(Photo : JuSun by Getty Images) (Photo : JuSun by Getty Images)

Le cyber-risque, nouvelle menace pour la stabilité financière

Jennifer Elliott et Nigel Jenkinson

Beaucoup d’entre nous trouvent tout naturel de pouvoir retirer de l’argent de notre compte bancaire, envoyer des fonds à notre famille dans un autre pays et payer nos factures en ligne. La pandémie mondiale nous a montré à quel point le numérique est important dans notre vie quotidienne. Mais que se passerait-il si, du fait d’une cyberattaque contre une banque, un virement ne pouvait être exécuté ?

Alors que nous devenons de plus en plus tributaires des services financiers numériques, le nombre de cyberattaques a triplé au cours des dix dernières années, et le secteur financier reste le plus ciblé. Le cyber-risque est indubitablement devenu une menace pour la stabilité financière.

Compte tenu des fortes interconnexions financières et technologiques, toute attaque réussie contre une grande institution financière ou contre un système ou un service central utilisé par un grand nombre de personnes pourrait rapidement se propager à l’ensemble du système financier et entraîner des perturbations et une perte de confiance à grande échelle. Les transactions pourraient échouer car les liquidités seraient bloquées et les ménages et les entreprises pourraient ne plus avoir accès aux dépôts et paiements.
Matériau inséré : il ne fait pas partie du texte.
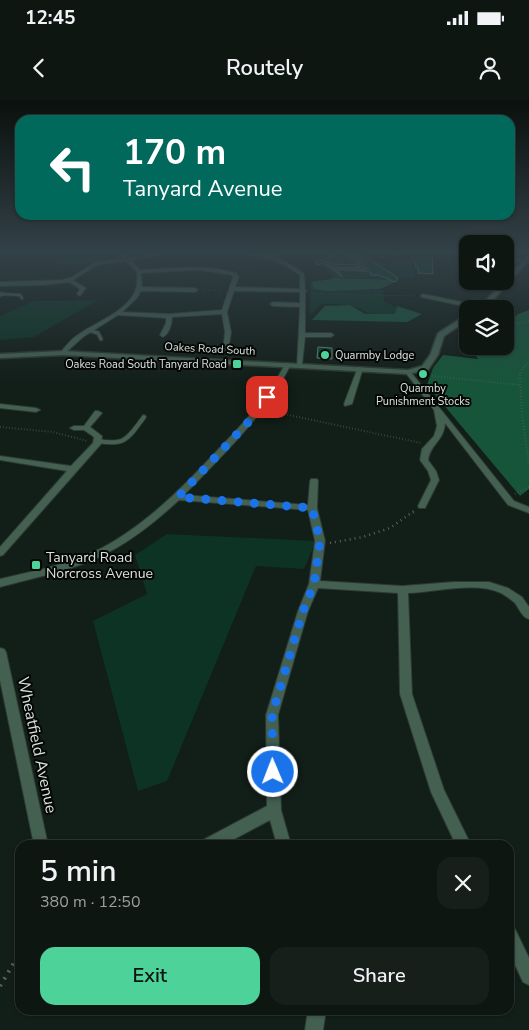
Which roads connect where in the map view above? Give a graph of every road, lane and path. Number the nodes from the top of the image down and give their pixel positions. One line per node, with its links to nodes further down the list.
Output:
1 (20, 295): 7 (lane)
2 (136, 295): 12 (street)
3 (230, 295): 11 (street)
4 (304, 295): 10 (street)
5 (405, 295): 6 (path)
6 (423, 296): 9 (street)
7 (22, 298)
8 (274, 304): 10 (street)
9 (459, 304)
10 (304, 305): 19 (street)
11 (224, 312): 13 (street); 22 (street)
12 (117, 313): 13 (street); 17 (street)
13 (169, 316): 18 (street)
14 (529, 321): 16 (path)
15 (459, 322): 29 (street, Oakes Road South)
16 (514, 324)
17 (87, 330): 21 (lane); 23 (street)
18 (163, 335)
19 (301, 335): 20 (street); 27 (street)
20 (331, 335)
21 (101, 339)
22 (226, 352)
23 (62, 353): 24 (street, Oakes Road South); 26 (street, Oakes Road South)
24 (0, 356)
25 (529, 360): 31 (path)
26 (288, 364): 27 (street, Oakes Road South); 35 (street)
27 (299, 365): 28 (street, Oakes Road South)
28 (360, 368): 29 (street, Oakes Road South); 33 (street)
29 (408, 372): 32 (street)
30 (428, 375): 31 (path)
31 (521, 386): 45 (path)
32 (429, 397): 43 (street); 50 (street)
33 (348, 404)
34 (0, 406): 36 (street)
35 (259, 408): 43 (path); 49 (street)
36 (36, 410)
37 (98, 413): 41 (street)
38 (144, 417): 42 (lane)
39 (0, 427): 42 (path)
40 (74, 428): 41 (street)
41 (86, 428): 42 (street)
42 (98, 443): 46 (street)
43 (429, 445): 51 (street)
44 (0, 458): 46 (street)
45 (529, 464)
46 (73, 469): 55 (street)
47 (314, 481): 52 (street)
48 (529, 487): 50 (path)
49 (178, 497): 52 (street); 56 (street)
50 (507, 498): 53 (street)
51 (422, 506): 54 (path)
52 (312, 508): 54 (street)
53 (529, 510)
54 (319, 545): 57 (street)
55 (0, 553)
56 (0, 583)
57 (314, 584): 58 (street); 61 (street)
58 (403, 590): 59 (street); 65 (street)
59 (529, 615)
60 (0, 652): 62 (street, Wheatfield Avenue)
61 (274, 810): 63 (street); 64 (street)
62 (40, 840)
63 (217, 840)
64 (283, 840)
65 (462, 840)
66 (514, 945): 68 (street)
67 (15, 961): 69 (path)
68 (529, 976)
69 (0, 986)
70 (316, 1015): 71 (street)
71 (314, 1030)

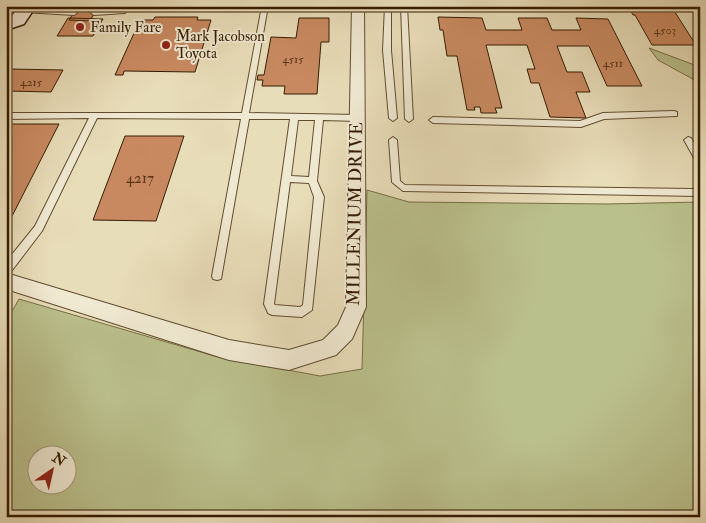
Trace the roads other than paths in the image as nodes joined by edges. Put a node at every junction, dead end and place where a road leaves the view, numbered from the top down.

Dans des scénarios extrêmes, les investisseurs et les déposants pourraient exiger leurs fonds ou essayer de résilier leurs comptes ou d’autres services et produits qu’ils utilisent régulièrement.

Les outils de piratage sont aujourd’hui meilleur marché, plus faciles d’utilisation et plus puissants que jamais, ce qui permet aux pirates moins chevronnés de faire plus de dégâts pour beaucoup moins cher qu’avant. L’expansion des services sur appareils mobiles (seule plateforme technologique accessible au plus grand nombre) profite aux pirates informatiques. Ces derniers ciblent tant les grandes que les petites institutions, les pays riches comme les pays pauvres, et ne connaissent pas de frontières. La lutte contre la cybercriminalité et la réduction des risques doivent donc être menées de manière concertée aux échelles nationale et internationale.
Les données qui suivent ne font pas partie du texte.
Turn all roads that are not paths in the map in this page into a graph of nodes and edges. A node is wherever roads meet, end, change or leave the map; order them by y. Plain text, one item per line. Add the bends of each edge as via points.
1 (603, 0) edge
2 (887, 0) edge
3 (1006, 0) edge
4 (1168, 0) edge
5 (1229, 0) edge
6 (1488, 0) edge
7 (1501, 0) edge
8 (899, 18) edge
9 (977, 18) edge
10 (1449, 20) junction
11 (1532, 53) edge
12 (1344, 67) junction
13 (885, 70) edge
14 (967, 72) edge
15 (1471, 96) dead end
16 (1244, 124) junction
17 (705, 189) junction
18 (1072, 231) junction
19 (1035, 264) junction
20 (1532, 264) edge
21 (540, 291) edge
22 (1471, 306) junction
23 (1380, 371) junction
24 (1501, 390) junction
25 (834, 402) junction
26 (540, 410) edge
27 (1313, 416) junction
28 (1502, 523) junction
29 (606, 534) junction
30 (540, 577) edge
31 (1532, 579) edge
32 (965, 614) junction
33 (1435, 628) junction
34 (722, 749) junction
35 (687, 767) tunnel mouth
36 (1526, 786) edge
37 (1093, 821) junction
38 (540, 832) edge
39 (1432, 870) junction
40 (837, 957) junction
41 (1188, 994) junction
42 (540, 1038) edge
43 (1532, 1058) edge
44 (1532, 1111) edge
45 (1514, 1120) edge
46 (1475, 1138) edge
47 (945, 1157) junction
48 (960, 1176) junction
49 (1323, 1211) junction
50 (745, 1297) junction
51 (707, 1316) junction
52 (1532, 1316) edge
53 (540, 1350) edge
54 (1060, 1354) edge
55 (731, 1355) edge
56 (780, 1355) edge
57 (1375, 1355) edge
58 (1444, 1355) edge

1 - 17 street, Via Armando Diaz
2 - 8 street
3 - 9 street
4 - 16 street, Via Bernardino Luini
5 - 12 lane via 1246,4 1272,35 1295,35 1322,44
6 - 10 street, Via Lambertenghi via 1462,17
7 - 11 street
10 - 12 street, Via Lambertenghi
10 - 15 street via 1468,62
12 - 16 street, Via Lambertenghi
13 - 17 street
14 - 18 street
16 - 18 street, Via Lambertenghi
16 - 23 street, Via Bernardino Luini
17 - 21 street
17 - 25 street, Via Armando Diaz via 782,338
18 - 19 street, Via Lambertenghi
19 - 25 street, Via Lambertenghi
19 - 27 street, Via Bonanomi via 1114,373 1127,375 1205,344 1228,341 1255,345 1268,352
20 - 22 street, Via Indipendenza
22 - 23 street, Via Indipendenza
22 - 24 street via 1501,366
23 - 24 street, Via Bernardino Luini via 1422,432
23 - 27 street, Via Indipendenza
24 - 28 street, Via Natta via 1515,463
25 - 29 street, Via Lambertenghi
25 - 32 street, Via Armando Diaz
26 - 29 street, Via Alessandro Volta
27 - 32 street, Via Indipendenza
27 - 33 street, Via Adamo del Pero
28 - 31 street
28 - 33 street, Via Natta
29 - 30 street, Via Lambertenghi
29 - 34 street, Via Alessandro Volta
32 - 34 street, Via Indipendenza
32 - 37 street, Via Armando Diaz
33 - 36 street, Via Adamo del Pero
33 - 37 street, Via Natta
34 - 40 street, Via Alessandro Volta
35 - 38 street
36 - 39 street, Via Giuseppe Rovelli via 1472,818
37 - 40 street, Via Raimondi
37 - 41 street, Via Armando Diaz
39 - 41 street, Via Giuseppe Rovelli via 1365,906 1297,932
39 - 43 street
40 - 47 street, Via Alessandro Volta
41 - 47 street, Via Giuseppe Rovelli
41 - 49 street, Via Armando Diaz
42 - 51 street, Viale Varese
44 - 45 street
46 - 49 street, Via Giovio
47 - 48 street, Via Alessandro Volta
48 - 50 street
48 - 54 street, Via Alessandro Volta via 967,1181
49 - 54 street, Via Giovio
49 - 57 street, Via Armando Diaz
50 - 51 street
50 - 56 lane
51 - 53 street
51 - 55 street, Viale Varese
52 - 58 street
S’il incombe aux institutions financières d’assurer au jour le jour les travaux fondamentaux de gestion des risques (entretien des réseaux, mise à jour des logiciels et respect d’une « cyberhygiène » rigoureuse), il faut également régler des problèmes communs et avoir conscience des incidences et des interconnexions à l’échelle du système financier. Les incitations destinées à pousser les entreprises à investir dans la protection ne suffisent pas ; il faut que les pouvoirs publics promulguent des réglementations et prennent des mesures pour éviter le sous-investissement et pour protéger l’ensemble du système financier des conséquences d’une attaque.

Le FMI estime que nombre de systèmes financiers nationaux ne sont pas encore aptes à riposter en cas d’attaque, tandis que la coordination internationale reste précaire. Dans une nouvelle étude, le FMI propose six grandes stratégies qui permettraient de renforcer sensiblement la cybersécurité et d’améliorer la stabilité financière dans le monde.

Cybercartographie et quantification des risques

Cartographier les principales interconnexions opérationnelles et technologiques et les infrastructures essentielles peut mettre en évidence les interdépendances du système financier mondial. Tenir davantage compte du cyber-risque dans l’analyse de la stabilité financière permettra de mieux comprendre et d’atténuer le risque à l’échelle du système. Quantifier les éventuelles répercussions permettra de mieux cibler la riposte et de promouvoir une plus forte mobilisation en ce sens. Les travaux dans ce domaine n’en sont qu’à leurs débuts, notamment en raison de l’insuffisance des données concernant les répercussions des incidents cybernétiques et des problèmes de modélisation, mais ils doivent être accélérés car ils sont de plus en plus importants.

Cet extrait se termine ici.